Compressive strength (σc) versus the Total Porosity (n) for the Fossiliferious limestone from the three pyramids

The experimental study indicates the dependence of mechanical geological properties on the physical properties and the mineral composition of the studied building materials. The physical and petrographic characteristic of the stones are related. The modeling of properties indicates a reliable relationship between the various visible pores and uniaxial compression force parameters that can be applied to predict and characterize limestone formations elsewhere.

Splitting tensile strength of the backing limestone blocks

Fifteen cylinders were tested to determine the average split tensile strength of the fossil limestone of the three great pyramids. The split tensile strength of the collected backing limestone specimens from of the great pyramid of Khufu is ranges from 1.99 to 3.71 MPa. The limestone tensile strength of the collected backing limestone specimens from of the pyramid of Chephren pyramid ranges from 1.79 to 3.71 MPa. The limestone tensile strength of the collected backing limestone specimens collected from the pyramid of Mykerinos is ranges from 2.23 to 2.98 MPa. Tables 11, 13 and 15 give details of test results.

Shear strength of the backing limestone blocks

Fifteen cylinders were tested in single shear to determine the shear strength parameters of the filling limestone from the three great pyramids. The obtained shear strength for the backing limestone from Cheops pyramids equal 1.77 to 2.01 MPa. The obtained shear strength for the backing limestone from Chephren pyramid equal 1.67 to 2.28 MPa. The obtained shear strength for the backing limestone from Mykerinos pyramid equal 0.89 to 1.46 MPa. Tables 11, 13 and 15 summarize the results of shear test.
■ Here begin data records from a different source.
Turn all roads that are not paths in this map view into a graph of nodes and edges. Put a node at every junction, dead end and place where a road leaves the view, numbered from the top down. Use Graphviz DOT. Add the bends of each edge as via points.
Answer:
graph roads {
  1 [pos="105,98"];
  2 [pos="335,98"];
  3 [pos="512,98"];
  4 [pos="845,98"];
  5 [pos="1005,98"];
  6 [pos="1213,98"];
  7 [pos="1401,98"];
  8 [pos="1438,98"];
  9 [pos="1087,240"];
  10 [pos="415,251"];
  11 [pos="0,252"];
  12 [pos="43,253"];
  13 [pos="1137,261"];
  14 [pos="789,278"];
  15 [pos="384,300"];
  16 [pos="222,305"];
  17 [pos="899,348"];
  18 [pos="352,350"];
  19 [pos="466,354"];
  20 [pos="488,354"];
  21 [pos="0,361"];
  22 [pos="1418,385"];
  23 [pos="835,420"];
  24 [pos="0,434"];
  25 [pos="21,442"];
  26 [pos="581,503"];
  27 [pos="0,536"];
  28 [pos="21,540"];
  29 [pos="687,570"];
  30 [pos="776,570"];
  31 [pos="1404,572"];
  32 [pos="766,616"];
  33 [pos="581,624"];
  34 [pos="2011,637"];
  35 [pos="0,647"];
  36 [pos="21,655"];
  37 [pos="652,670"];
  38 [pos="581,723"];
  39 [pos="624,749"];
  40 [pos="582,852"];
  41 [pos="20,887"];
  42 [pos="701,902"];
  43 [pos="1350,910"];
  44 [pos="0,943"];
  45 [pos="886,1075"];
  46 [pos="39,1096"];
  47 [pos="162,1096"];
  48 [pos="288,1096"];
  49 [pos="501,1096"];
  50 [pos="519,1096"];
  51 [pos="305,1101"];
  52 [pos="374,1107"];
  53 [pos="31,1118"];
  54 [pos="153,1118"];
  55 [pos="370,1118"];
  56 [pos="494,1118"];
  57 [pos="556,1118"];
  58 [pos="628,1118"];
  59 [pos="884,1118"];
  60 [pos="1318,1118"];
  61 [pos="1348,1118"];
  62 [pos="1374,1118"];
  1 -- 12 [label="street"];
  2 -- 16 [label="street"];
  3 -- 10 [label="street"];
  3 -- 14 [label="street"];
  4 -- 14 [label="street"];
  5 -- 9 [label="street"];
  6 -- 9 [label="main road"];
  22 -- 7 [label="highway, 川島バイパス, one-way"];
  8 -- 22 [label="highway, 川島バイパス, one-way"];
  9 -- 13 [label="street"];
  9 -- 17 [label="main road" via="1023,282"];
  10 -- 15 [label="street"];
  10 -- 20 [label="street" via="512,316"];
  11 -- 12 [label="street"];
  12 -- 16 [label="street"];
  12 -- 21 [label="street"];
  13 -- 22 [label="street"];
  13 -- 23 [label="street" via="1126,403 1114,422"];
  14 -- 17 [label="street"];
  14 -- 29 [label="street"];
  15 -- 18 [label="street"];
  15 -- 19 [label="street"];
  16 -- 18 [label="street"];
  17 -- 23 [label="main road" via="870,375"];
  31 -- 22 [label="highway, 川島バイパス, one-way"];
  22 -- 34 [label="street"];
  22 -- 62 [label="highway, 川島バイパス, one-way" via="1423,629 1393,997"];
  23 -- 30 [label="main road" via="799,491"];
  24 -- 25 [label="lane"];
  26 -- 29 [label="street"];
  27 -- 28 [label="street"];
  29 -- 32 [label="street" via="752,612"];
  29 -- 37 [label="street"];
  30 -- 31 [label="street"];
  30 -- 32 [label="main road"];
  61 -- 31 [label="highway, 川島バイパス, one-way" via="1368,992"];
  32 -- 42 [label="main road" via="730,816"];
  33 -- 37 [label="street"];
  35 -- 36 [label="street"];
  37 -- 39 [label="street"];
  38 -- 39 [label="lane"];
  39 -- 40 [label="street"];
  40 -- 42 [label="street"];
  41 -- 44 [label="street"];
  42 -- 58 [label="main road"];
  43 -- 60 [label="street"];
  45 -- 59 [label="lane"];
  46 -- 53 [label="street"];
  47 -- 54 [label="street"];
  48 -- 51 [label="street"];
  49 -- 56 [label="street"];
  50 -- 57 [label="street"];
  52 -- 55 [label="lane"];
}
Ultrasonic longitudinal wave velocity (Vp) measurements

Ultrasonic pulse velocity testing, mainly used to measure the sound velocity of the stones and hence the compressive strength of the stones. Measurement of longitudinal sound wave velocity can be an indication of the depth of crack observed on the surface. The aim of the study here was to associate the velocity of sound with different mechanical properties [37].

P-wave velocities were measured by the Pundit (CNS portable non-destructive ultrasonic indicator tester), which has two 65 kHz transducers (transmitter and receiver).
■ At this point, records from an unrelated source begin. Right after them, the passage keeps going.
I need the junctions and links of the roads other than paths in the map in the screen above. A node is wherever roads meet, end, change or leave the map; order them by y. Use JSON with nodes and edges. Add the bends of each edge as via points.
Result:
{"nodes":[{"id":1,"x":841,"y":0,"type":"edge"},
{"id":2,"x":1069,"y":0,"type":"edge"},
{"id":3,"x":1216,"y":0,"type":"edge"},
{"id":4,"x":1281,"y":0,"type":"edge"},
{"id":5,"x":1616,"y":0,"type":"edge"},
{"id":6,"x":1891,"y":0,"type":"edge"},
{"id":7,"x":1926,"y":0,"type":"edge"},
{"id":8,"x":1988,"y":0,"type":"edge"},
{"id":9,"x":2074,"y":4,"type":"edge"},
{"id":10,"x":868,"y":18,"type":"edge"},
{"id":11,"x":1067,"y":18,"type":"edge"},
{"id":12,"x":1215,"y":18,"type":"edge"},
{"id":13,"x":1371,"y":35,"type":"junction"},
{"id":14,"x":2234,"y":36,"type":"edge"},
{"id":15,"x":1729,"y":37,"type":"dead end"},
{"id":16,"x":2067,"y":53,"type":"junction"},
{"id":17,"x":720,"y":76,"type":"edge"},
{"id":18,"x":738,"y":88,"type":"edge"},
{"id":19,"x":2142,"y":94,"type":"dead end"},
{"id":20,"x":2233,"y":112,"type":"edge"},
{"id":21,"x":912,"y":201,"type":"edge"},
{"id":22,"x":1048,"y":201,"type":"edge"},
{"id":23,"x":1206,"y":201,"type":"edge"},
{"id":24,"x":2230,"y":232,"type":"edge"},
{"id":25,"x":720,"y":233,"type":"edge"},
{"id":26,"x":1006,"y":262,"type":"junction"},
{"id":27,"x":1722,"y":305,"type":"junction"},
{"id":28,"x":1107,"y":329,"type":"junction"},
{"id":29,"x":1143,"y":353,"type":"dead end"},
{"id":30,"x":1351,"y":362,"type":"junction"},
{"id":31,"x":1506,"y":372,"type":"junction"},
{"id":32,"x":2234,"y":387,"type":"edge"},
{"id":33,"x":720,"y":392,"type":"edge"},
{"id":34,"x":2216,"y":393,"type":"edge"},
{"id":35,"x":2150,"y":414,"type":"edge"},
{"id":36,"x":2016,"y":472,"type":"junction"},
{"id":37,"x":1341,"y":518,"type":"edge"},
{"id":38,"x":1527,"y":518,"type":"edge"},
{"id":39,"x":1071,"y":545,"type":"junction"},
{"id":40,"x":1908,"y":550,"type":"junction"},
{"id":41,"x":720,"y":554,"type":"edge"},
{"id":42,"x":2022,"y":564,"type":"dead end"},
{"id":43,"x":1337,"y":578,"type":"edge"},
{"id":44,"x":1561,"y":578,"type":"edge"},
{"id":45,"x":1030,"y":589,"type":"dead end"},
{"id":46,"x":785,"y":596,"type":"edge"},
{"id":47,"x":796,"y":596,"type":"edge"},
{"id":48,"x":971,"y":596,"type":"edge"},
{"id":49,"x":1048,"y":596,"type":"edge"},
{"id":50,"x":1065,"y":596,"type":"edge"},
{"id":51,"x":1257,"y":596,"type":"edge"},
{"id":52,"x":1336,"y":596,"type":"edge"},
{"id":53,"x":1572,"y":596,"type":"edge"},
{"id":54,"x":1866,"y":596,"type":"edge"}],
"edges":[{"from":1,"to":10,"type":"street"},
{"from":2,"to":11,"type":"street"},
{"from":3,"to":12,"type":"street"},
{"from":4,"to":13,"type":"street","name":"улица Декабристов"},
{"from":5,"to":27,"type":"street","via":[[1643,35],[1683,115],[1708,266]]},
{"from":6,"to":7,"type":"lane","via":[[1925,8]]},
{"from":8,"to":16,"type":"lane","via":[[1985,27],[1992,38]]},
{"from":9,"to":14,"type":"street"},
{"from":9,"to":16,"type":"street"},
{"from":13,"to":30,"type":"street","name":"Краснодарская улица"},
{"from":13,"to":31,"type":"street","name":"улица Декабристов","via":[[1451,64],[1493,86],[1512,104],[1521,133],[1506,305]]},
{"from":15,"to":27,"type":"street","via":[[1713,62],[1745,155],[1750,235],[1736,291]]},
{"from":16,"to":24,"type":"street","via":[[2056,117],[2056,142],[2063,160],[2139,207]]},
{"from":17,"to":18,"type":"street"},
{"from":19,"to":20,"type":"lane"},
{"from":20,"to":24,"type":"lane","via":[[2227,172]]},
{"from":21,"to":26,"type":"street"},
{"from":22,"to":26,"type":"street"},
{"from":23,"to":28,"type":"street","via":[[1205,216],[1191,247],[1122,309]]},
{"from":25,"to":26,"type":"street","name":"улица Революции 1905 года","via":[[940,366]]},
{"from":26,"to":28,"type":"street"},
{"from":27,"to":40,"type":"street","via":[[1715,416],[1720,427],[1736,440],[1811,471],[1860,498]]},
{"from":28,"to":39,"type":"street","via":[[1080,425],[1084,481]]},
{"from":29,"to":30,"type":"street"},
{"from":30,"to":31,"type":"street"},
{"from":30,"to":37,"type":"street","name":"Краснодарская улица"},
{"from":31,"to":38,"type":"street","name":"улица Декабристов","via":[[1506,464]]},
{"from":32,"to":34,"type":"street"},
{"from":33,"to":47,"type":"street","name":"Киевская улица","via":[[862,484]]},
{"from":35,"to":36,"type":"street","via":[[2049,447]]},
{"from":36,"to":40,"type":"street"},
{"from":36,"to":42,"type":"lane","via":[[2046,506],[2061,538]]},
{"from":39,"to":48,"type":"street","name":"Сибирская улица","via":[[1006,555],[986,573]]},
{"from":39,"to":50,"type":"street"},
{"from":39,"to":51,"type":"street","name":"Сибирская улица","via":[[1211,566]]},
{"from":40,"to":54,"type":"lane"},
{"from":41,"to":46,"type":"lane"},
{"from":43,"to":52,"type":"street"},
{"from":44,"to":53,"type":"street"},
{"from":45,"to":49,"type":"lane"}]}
The backing limestone samples of the Cheops pyramid recorded low speed (3.88–6.34 km/s), as indicated in Table 11. Limestone samples from the Chephren pyramid recorded low speed (4.5–6.8 km/s), indicated in Table 13 recorded limestone samples from the Mykerinos pyramid at low speed, (3.76–5.26 km/s), as is shown in Table 15. Figure 24 represent the test results.

Fig. 24
figure24

Compressive strength (σc) versus the prima wave velocity (Vp) for the Fossiliferious limestone from the three pyramids

Modeling of the characteristics as shown in Fig. 24 indicates a reliable relationship between longitudinal velocity waveform parameters (Vp) and uniaxial pressure resistance parameters (σc) which can be applied to predict and characterize weathered limestone elsewhere.

Schmidt hammer rebound number (RN)

In general, the rebound hammer is used to determine the quality of concrete and rock formations [38, 39]. The Schmidt hammer method is one of the nondestructive testing techniques and is frequently adopted for evaluating the quality of in situ historic masonry structures. Whereas in this study, an attempt was made to assess the local compressive strength of limestone as a measure of the non-destructive test method. This approach requires extensive study and will be useful in the long term to test the heritage structures made of stones [40, 41].
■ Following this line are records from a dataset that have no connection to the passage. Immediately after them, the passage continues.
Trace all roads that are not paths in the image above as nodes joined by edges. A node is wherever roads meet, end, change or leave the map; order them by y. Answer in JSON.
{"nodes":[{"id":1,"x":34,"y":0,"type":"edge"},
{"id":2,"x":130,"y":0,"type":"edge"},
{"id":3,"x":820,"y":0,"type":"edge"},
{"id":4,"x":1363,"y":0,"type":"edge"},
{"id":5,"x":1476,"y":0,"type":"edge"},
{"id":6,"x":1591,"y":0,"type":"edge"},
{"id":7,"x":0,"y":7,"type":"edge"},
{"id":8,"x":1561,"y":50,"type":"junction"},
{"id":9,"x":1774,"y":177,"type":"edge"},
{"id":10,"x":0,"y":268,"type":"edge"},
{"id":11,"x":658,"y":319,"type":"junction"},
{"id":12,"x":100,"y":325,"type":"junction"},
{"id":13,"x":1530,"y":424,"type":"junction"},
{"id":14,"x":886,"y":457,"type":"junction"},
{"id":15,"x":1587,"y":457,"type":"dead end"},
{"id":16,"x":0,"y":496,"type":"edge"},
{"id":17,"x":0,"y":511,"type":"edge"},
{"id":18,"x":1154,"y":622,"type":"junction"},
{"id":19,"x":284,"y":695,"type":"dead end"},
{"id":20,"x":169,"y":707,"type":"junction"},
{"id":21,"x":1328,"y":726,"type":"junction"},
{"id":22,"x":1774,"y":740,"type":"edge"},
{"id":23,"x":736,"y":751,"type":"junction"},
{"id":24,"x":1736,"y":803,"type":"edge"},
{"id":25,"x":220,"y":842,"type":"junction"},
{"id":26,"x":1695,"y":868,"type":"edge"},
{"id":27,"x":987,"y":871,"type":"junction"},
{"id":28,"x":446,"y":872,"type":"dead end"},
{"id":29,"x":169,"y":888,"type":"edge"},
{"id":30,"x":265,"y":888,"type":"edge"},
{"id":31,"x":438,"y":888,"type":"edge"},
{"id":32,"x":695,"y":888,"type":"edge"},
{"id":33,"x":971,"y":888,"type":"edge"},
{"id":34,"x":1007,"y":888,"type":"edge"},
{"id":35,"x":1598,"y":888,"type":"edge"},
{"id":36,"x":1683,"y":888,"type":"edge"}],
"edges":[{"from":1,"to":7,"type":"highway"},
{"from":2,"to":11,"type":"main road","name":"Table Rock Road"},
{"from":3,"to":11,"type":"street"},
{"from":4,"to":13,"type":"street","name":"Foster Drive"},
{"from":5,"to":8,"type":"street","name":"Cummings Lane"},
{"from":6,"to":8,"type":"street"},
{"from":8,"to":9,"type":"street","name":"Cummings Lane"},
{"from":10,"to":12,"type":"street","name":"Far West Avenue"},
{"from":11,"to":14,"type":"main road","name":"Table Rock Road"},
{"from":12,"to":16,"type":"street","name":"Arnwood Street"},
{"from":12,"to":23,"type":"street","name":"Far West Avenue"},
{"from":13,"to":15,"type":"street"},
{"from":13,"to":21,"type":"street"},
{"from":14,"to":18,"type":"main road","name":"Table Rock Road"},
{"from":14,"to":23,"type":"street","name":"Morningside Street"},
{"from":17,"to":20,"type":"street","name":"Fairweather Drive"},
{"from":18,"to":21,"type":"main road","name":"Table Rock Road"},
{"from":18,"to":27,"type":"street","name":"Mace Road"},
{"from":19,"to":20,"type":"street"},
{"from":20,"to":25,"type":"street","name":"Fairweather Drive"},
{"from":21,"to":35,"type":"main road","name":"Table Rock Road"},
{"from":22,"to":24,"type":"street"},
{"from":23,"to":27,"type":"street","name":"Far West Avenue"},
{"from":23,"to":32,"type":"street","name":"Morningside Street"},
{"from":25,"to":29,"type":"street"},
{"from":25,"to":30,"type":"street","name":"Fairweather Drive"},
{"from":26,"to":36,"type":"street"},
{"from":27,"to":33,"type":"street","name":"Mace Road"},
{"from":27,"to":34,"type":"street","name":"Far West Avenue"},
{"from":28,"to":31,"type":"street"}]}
The Schmidt L-Type hammer of impact energy of 0.74 NM was used in this work. The hammer was transferred and 30 effects were performed on each sample.

The hammer is forced against the surface of the stone block by the spring and the distance of rebound is measured on a scale. The test surface was horizontal and vertical. The rebound hammer test is described in ASTM C 805-85 [42]. Rebound Hammer test was carried out on selected structural backing limestone blocks. It serves as a tool to compare the strength of the existing structures. It gives a good indication on the limestone blocks surface hardness, which is reflective of the stone surface quality and strength.

The geochemical properties of the samples are medium and all are closely related. The values of the Schmidt hammer for the backing limestone blocks of the Khufu pyramid vary between RN 25 and 37; the results are given in Table 11.

The geochemical properties of the samples are medium and all are closely related. The values of the Schmidt hammer for the backing limestone blocks of the Chephren pyramid vary between RN 24 and 36; the results are given in Table 13.

The geochemical properties of the samples are medium and all are closely related. The values of the Schmidt hammer for the backing limestone blocks of the Mykerinos pyramid vary between RN 17 and 25; the results are given in Table 15.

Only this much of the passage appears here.